Je suis un farouche défenseur de l'ordonnance de 1945, basée sur la portée éducative de la sanction, à un détail près : c'est que l'ordonnance de 1945 était légitime lorsque la délinquance apparaissait à 13 ans, ce qui était le cas dans les années 1945-70. Aujourd'hui la délinquance apparaît entre 10 et 13 ans, et se développe sans que la société réagisse. Lorsqu'un juge reçoit pour la première fois un jeune de 13 ans, il ignore souvent tout des actes de délinquance qu'il a commis auparavant. Le juge réagit comme si le mineur était un primo-délinquant, alors qu'il est déjà multirécidiviste. La justice perd alors totalement son crédit. Les juges, effarés par le comportement de certains adolescents, complètement insensibles à tout rappel de la loi, me demandent parfois ce qu'on peut faire dans l'accompagnement éducatif des mineurs multirécidivistes. Je leur réponds que ces mineurs ne naissent pas multirécidivistes, mais qu'ils le deviennent à cause de l'impertinence de nos réponses à leur primo-délinquance. Il faut reprendre le problème à la base. Le drame, ce sont des enfants et des adolescents qui se construisent sur leur toute-puissance, insultant parents, enseignants, policiers, travailleurs sociaux, cassant, volant, et qui à 16-17 ans prennent conscience de la vanité de cette toute-puissance, qu'elle ne débouche sur rien, qu'il n'y a aucune place pour eux dans la société, qu'ils sont inaptes au travail car incapables de respecter les règles du monde de l'entreprise. On fait donc passer des enfants et des adolescents d'une situation de toute-puissance à une situation de néant : je ne connais aucun mécanisme plus générateur de violence que celui-là.

 

Et la médiation ?

C'est la deuxième priorité. Sur certaines lignes de chemin de fer, le wagon est devenu le seul lieu de cohabitation entre deux types de population : la population des zones pavillonnaires et la population des cités. Leurs lieux d'habitat, les structures de loisirs fréquentées par les enfants, les surfaces commerciales, sont différents. Il suffit donc que cinq jeunes montent dans un coin du wagon, le verbe haut, mettent les pieds sur la banquette, la bouteille de bière à la main — c'est leur code de jeunesse —, pour que les personnes bien mises se déplacent. La tension monte alors que la peur n'est pas nécessairement justifiée. La tension tient à l'incompréhension de la différence. Ici, une médiation est nécessaire.

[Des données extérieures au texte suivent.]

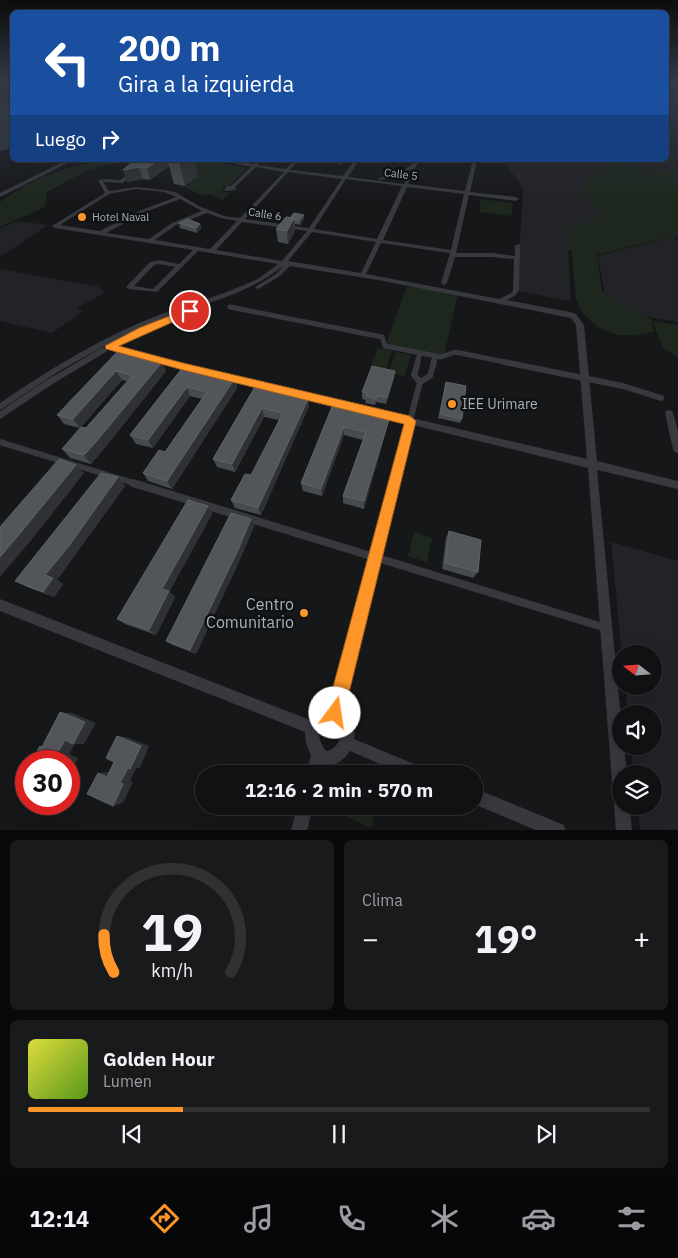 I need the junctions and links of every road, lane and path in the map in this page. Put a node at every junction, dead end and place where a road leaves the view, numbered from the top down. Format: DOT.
graph roads {
  1 [pos="67,162"];
  2 [pos="74,162"];
  3 [pos="231,162"];
  4 [pos="259,162"];
  5 [pos="264,162"];
  6 [pos="295,162"];
  7 [pos="355,162"];
  8 [pos="416,162"];
  9 [pos="475,162"];
  10 [pos="254,166"];
  11 [pos="135,169"];
  12 [pos="285,170"];
  13 [pos="44,173"];
  14 [pos="344,178"];
  15 [pos="360,180"];
  16 [pos="404,185"];
  17 [pos="232,187"];
  18 [pos="108,192"];
  19 [pos="467,193"];
  20 [pos="0,195"];
  21 [pos="180,197"];
  22 [pos="516,199"];
  23 [pos="206,211"];
  24 [pos="239,220"];
  25 [pos="308,231"];
  26 [pos="101,233"];
  27 [pos="150,241"];
  28 [pos="379,242"];
  29 [pos="518,245"];
  30 [pos="198,248"];
  31 [pos="212,251"];
  32 [pos="452,254"];
  33 [pos="517,258"];
  34 [pos="287,262"];
  35 [pos="180,266"];
  36 [pos="364,273"];
  37 [pos="444,283"];
  38 [pos="502,300"];
  39 [pos="230,307"];
  40 [pos="109,344"];
  41 [pos="420,353"];
  42 [pos="435,356"];
  43 [pos="584,379"];
  44 [pos="420,382"];
  45 [pos="661,398"];
  46 [pos="0,407"];
  47 [pos="669,413"];
  48 [pos="0,416"];
  49 [pos="410,421"];
  50 [pos="0,442"];
  51 [pos="678,449"];
  52 [pos="594,465"];
  53 [pos="678,484"];
  54 [pos="374,556"];
  55 [pos="0,606"];
  56 [pos="607,628"];
  57 [pos="335,713"];
  58 [pos="313,728"];
  59 [pos="347,743"];
  60 [pos="319,754"];
  61 [pos="316,765"];
  62 [pos="400,765"];
  63 [pos="618,765"];
  64 [pos="483,800"];
  65 [pos="303,815"];
  66 [pos="623,815"];
  67 [pos="299,830"];
  68 [pos="558,830"];
  69 [pos="624,830"];
  1 -- 13 [label="street"];
  2 -- 13 [label="street"];
  3 -- 10 [label="street, Calle 5"];
  4 -- 10 [label="street"];
  5 -- 12 [label="street"];
  6 -- 12 [label="street"];
  7 -- 14 [label="street"];
  8 -- 15 [label="street"];
  8 -- 16 [label="street"];
  9 -- 19 [label="street"];
  10 -- 12 [label="street, Calle 5"];
  10 -- 17 [label="street"];
  11 -- 18 [label="street"];
  12 -- 14 [label="street, Calle 5"];
  12 -- 24 [label="street"];
  13 -- 20 [label="street"];
  14 -- 15 [label="street, Calle 5"];
  14 -- 25 [label="street"];
  15 -- 16 [label="street, Calle 5"];
  16 -- 19 [label="street, Calle 5"];
  16 -- 28 [label="street"];
  18 -- 21 [label="street, Calle 6"];
  18 -- 26 [label="street, Calle 6"];
  19 -- 22 [label="street, Calle 5"];
  19 -- 32 [label="street"];
  21 -- 23 [label="street, Calle 6"];
  21 -- 26 [label="street"];
  23 -- 24 [label="street, Calle 6"];
  23 -- 27 [label="street"];
  24 -- 25 [label="street, Calle 6"];
  24 -- 31 [label="street"];
  25 -- 28 [label="street, Calle 6"];
  25 -- 34 [label="street"];
  26 -- 27 [label="street"];
  27 -- 30 [label="street"];
  28 -- 32 [label="street, Calle 6"];
  28 -- 36 [label="street"];
  29 -- 33 [label="street"];
  30 -- 31 [label="street"];
  30 -- 35 [label="street"];
  31 -- 34 [label="street"];
  32 -- 33 [label="street, Calle 6"];
  32 -- 37 [label="street"];
  33 -- 38 [label="street"];
  34 -- 38 [label="street"];
  34 -- 40 [label="street"];
  35 -- 35 [label="street"];
  38 -- 43 [label="street"];
  39 -- 41 [label="street"];
  40 -- 46 [label="street"];
  40 -- 48 [label="street"];
  40 -- 49 [label="street"];
  41 -- 42 [label="street"];
  41 -- 44 [label="street"];
  42 -- 43 [label="street"];
  42 -- 44 [label="street"];
  43 -- 45 [label="street"];
  43 -- 52 [label="street"];
  44 -- 49 [label="street"];
  47 -- 51 [label="street"];
  49 -- 52 [label="street"];
  49 -- 54 [label="street"];
  50 -- 54 [label="street"];
  52 -- 53 [label="street"];
  52 -- 56 [label="street"];
  54 -- 56 [label="street"];
  54 -- 57 [label="street"];
  55 -- 58 [label="street"];
  56 -- 63 [label="street"];
  57 -- 58 [label="street"];
  57 -- 59 [label="street"];
  58 -- 60 [label="street"];
  59 -- 60 [label="street"];
  59 -- 62 [label="street"];
  60 -- 61 [label="street"];
  64 -- 68 [label="street"];
  65 -- 67 [label="street"];
  66 -- 69 [label="street"];
}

La médiation est destinée à recréer le dialogue. Le médiateur doit à la fois exprimer sa connivence et sa différence avec chacun des protagonistes du conflit. Par exemple, pour restaurer le dialogue entre les jeunes d'une cité, et les contrôleurs ou les guichetiers, le médiateur témoignera sa connivence avec les jeunes (appartenance à l'histoire commune de la cité où il a grandi), et sa différence (sa tenue agréée par la SNCF qui l'identifiera comme un institutionnel). Et cette différence mettra en confiance les adultes, qui a priori se seraient méfiés. Aujourd'hui certains travailleurs sociaux ont perdu cette connivence avec les jeunes ; ils ont donc perdu toute efficacité dans leur rôle de médiation. Former les médiateurs, en leur conférant un statut de professionnels, est donc nécessaire. Pour les jeunes des quartiers, cette formation leur permettra de prendre un peu de distance. Ils vont, grâce à cet exercice de fonction de médiation, développer peu à peu leur capacité d'insertion. Ce qui est insolite dans ces nouveaux métiers, c'est que des jeunes peuvent y mettre en avant des qualités qui étaient considérées comme des handicaps dans les systèmes scolaires traditionnels : courage face à la violence, bagout, proximité dans le contact, tutoiement facile, etc. Des jeunes peuvent donc exercer ces métiers, non pas en raison de leur absence de qualifications, mais parce que leurs qualifications ne sont pas reconnues dans le système de validation traditionnel. J'approfondis actuellement, avec l'Institut de formation des métiers de la ville (IFMV), cette démarche de professionnalisation et de validation des formations.

 

Quel est votre regard sur l'école ?

Il y a un très grave problème autour de l'institution scolaire. En trente ans, les modes de management de l'entreprise ont changé, l'Église a changé, l'armée a changé ; la seule institution à ne pas avoir changé — en dépit de ses multiples réformes —, c'est l'institution qui prépare nos enfants à l'avenir. Je ne vois aucune différence notable de fonctionnement entre l'école d'aujourd'hui et celle que j'ai connue dans les années 70. Le plus terrible, c'est que l'on rencontre un accord unanime sur les questions de moyens, qui ne reflète que la peur d'analyser les vraies causes de la crise de l'instruction scolaire. Lors d'une récente émission de la Marche du siècle, des enseignants syndicalistes ont avoué ne plus savoir " faire avec les jeunes ". Quel drame de constater que cette ébauche de lucidité soit aussitôt suivie par la logique du " donnez-nous des moyens, on saura faire ". Ce n'est pas avec huit cent professeurs de plus que la Seine-Saint-Denis fera mieux qu'elle ne fait aujourd'hui. Si le projet éducatif n'évolue pas, il faudra en Seine-Saint-Denis un professeur pour cinq élèves.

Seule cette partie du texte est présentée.